Czarna porzeczka zamknięta w słoik
Konfitura z czarnej porzeczki
Mój ulubiony czas... kiedy wokoło w sklepach, na drzewach, w ogródkach wszystkiego pełno. Tego co najlepsze.Tym razem dorwałam Teściów sporą ilość czarnej porzeczki. Podobno bezcenna i niezastąpiona jeśli chodzi o polskie owoce a jednocześnie niedoceniona. Pierwsza moja myśl konfitura...zwłaszcza, że do tego typu wyrobów natchnęła mnie moja koleżanka, która serwowała swoje wyroby podczas naszego ostatniego wspólnego wypadu nad jezioro.

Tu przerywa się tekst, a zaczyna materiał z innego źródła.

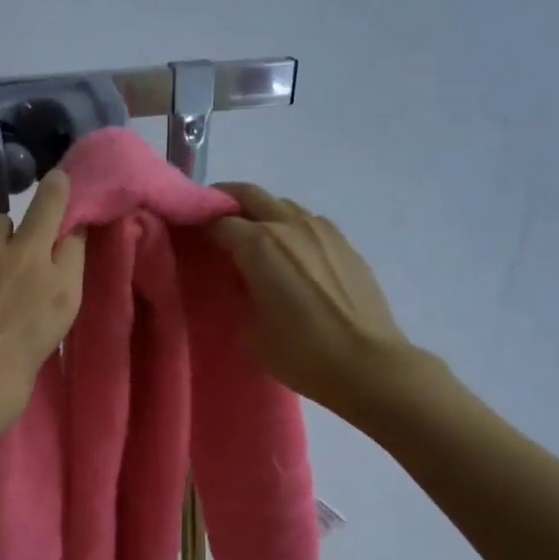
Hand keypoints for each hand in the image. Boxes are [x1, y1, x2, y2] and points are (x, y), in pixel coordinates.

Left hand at [0, 169, 86, 461]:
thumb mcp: (40, 348)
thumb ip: (42, 307)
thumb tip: (31, 290)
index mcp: (60, 292)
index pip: (76, 238)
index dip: (71, 235)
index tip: (67, 236)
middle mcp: (27, 260)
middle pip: (48, 203)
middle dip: (53, 192)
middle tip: (53, 186)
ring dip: (0, 240)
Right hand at [211, 184, 408, 416]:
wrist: (366, 364)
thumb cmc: (301, 353)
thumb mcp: (252, 329)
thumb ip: (241, 293)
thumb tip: (243, 279)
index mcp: (259, 244)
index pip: (219, 222)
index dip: (201, 228)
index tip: (192, 240)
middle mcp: (289, 225)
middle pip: (251, 195)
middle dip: (228, 200)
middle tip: (214, 219)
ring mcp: (322, 230)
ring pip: (283, 205)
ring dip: (263, 213)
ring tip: (255, 240)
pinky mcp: (345, 243)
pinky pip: (309, 223)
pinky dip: (291, 228)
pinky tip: (291, 255)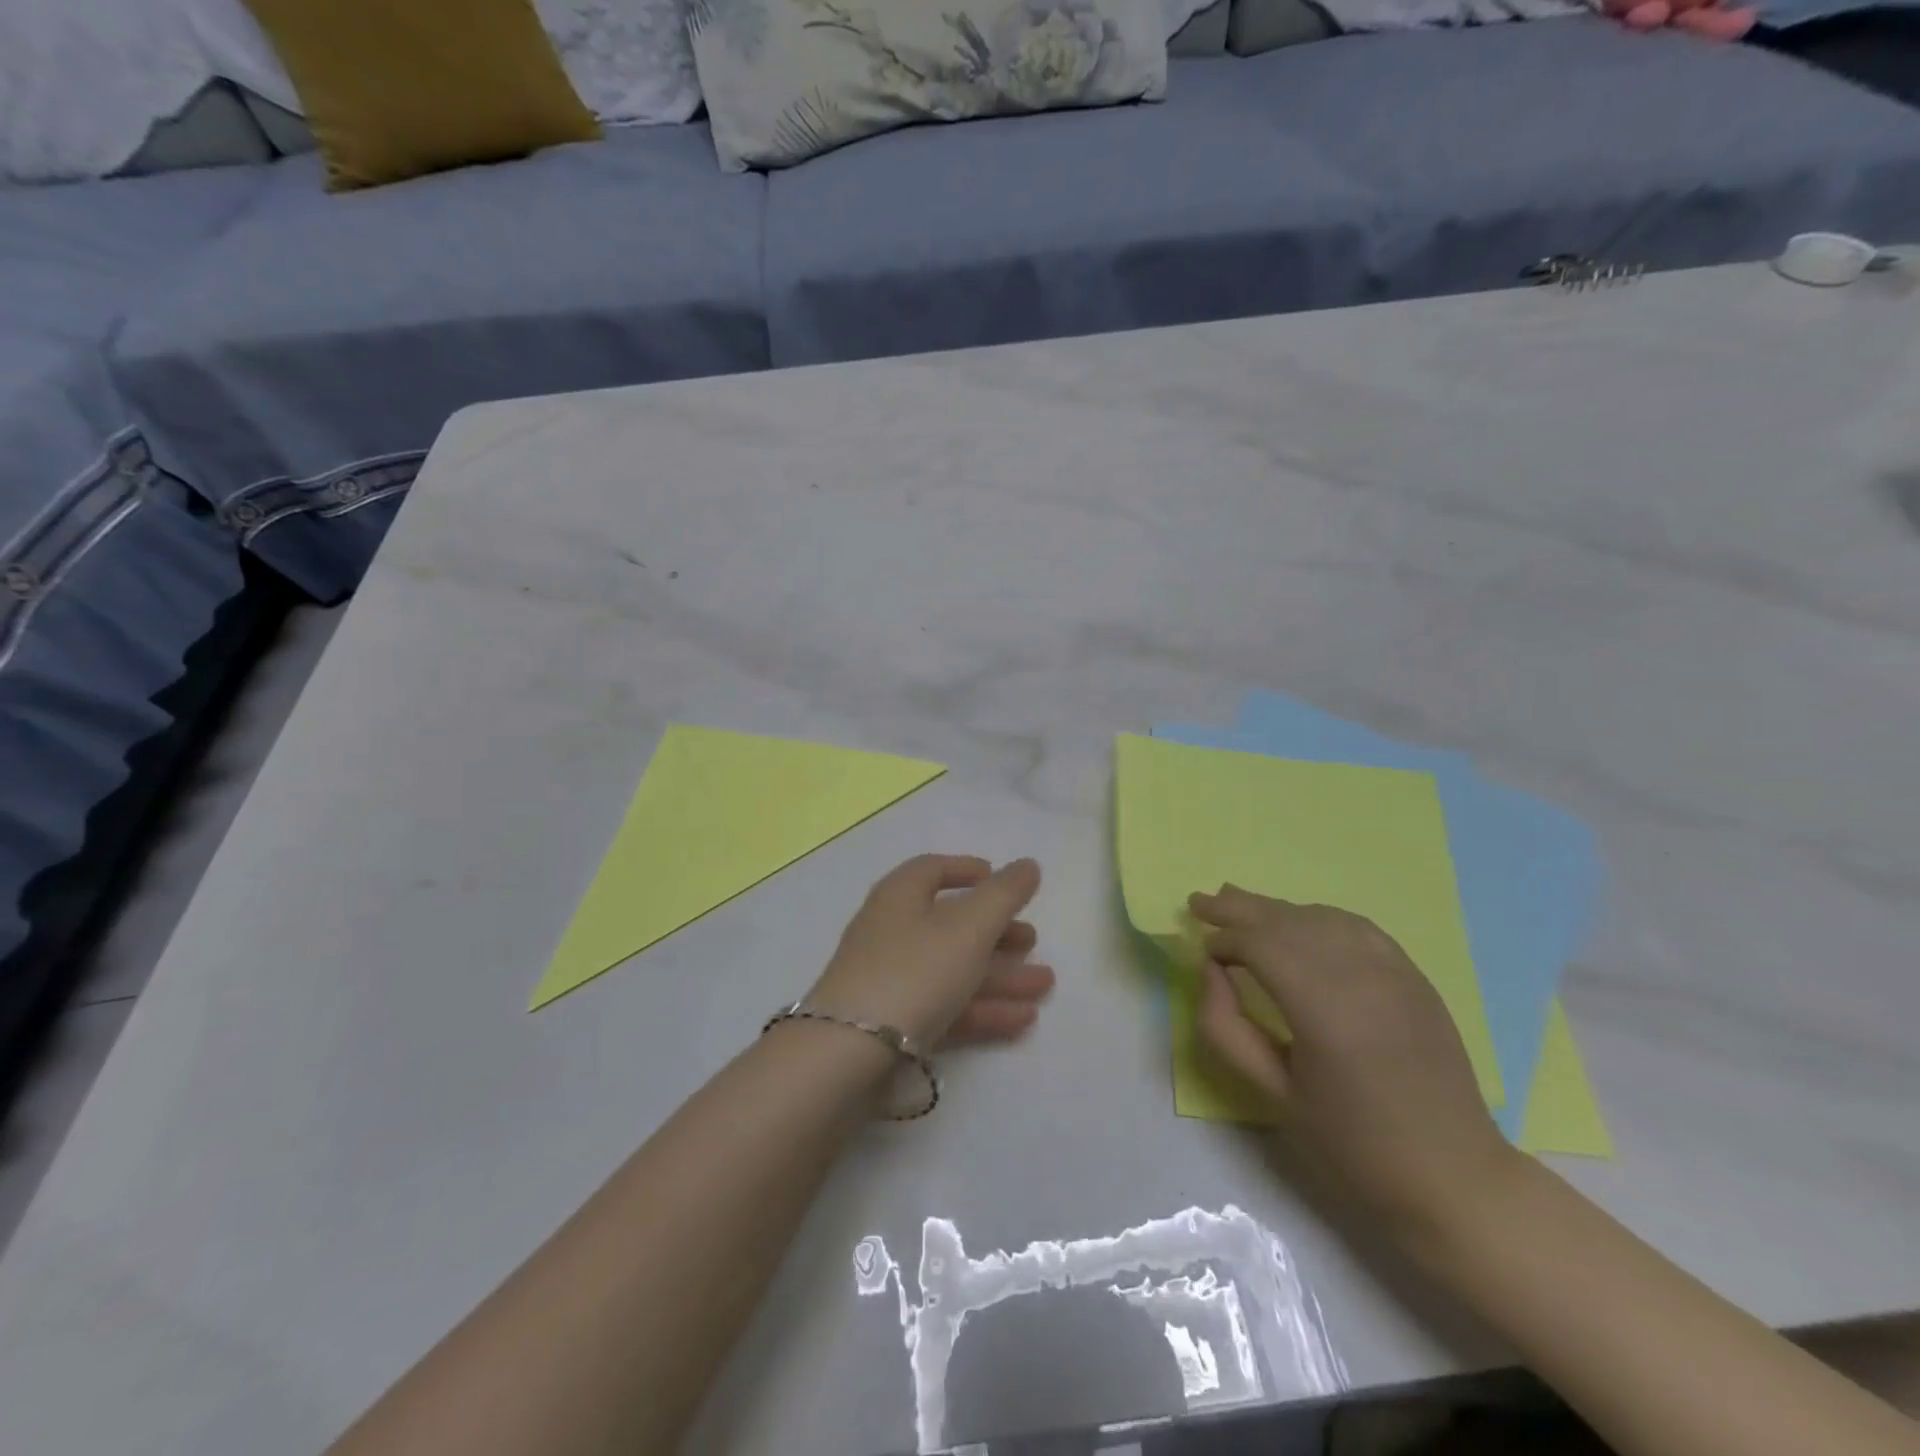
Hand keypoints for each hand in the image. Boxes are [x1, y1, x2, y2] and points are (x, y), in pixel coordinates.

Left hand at [808, 855, 1053, 1049]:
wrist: (849, 1054)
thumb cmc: (914, 971)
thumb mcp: (968, 926)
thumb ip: (1004, 894)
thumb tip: (1028, 864)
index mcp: (900, 896)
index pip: (932, 869)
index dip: (967, 870)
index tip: (999, 878)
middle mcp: (891, 932)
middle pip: (949, 924)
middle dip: (996, 931)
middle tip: (1033, 940)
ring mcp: (889, 981)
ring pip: (952, 969)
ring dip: (1000, 974)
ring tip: (1045, 984)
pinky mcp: (892, 1026)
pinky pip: (945, 1007)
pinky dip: (982, 1009)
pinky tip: (1023, 1019)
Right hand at [1190, 885, 1520, 1240]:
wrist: (1452, 1176)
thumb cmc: (1352, 1144)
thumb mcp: (1272, 1093)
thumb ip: (1225, 1027)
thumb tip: (1211, 971)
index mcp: (1325, 1011)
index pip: (1261, 946)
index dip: (1225, 940)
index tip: (1202, 951)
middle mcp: (1361, 976)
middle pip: (1288, 921)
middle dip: (1239, 908)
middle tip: (1199, 902)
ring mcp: (1394, 971)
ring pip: (1320, 917)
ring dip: (1275, 909)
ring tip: (1237, 902)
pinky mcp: (1413, 976)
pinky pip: (1355, 926)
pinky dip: (1317, 915)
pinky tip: (1297, 919)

Po pomoc oczywiście udałam się do swojej mamuśki, która robi najlepsze w świecie powidła śliwkowe, ale to dopiero we wrześniu.
Składniki:
2 kg czarnej porzeczki
300 gr cukru
Przepis:
Przepis jest naprawdę banalnie prosty.
Umyte, obrane z wszelkiego rodzaju liści, gałązek i innych owoce ( Ten etap zajął mi mnóstwo czasu !!! ) Wrzucamy do garnka, najlepiej brytwany, smażymy na małym ogniu aż owoce puszczą sok aż cała masa zredukuję się mniej więcej do połowy. Trwało to około godziny (wszystko zależy od tego jak dojrzałe mamy owoce).
Następnie nastawiamy piekarnik na 100 st C. (nagrzewanie góra dół ) i wstawiamy do piekarnika z uchylonymi drzwiami na kolejną godzinkę.
Dopiero na końcu wsypujemy cukier. Czekamy kolejne 15 minut. Powiem szczerze, że sprawa cukru jest bardzo względna. Ja lubię konfiturę z owoców na sposób słodko-kwaśny stąd małą ilość cukru. Najlepiej doprawić ją cukrem wedle swojego gustu. PAMIĘTAJ, że gdy konfitura jest ciepła wydaje się być słodsza.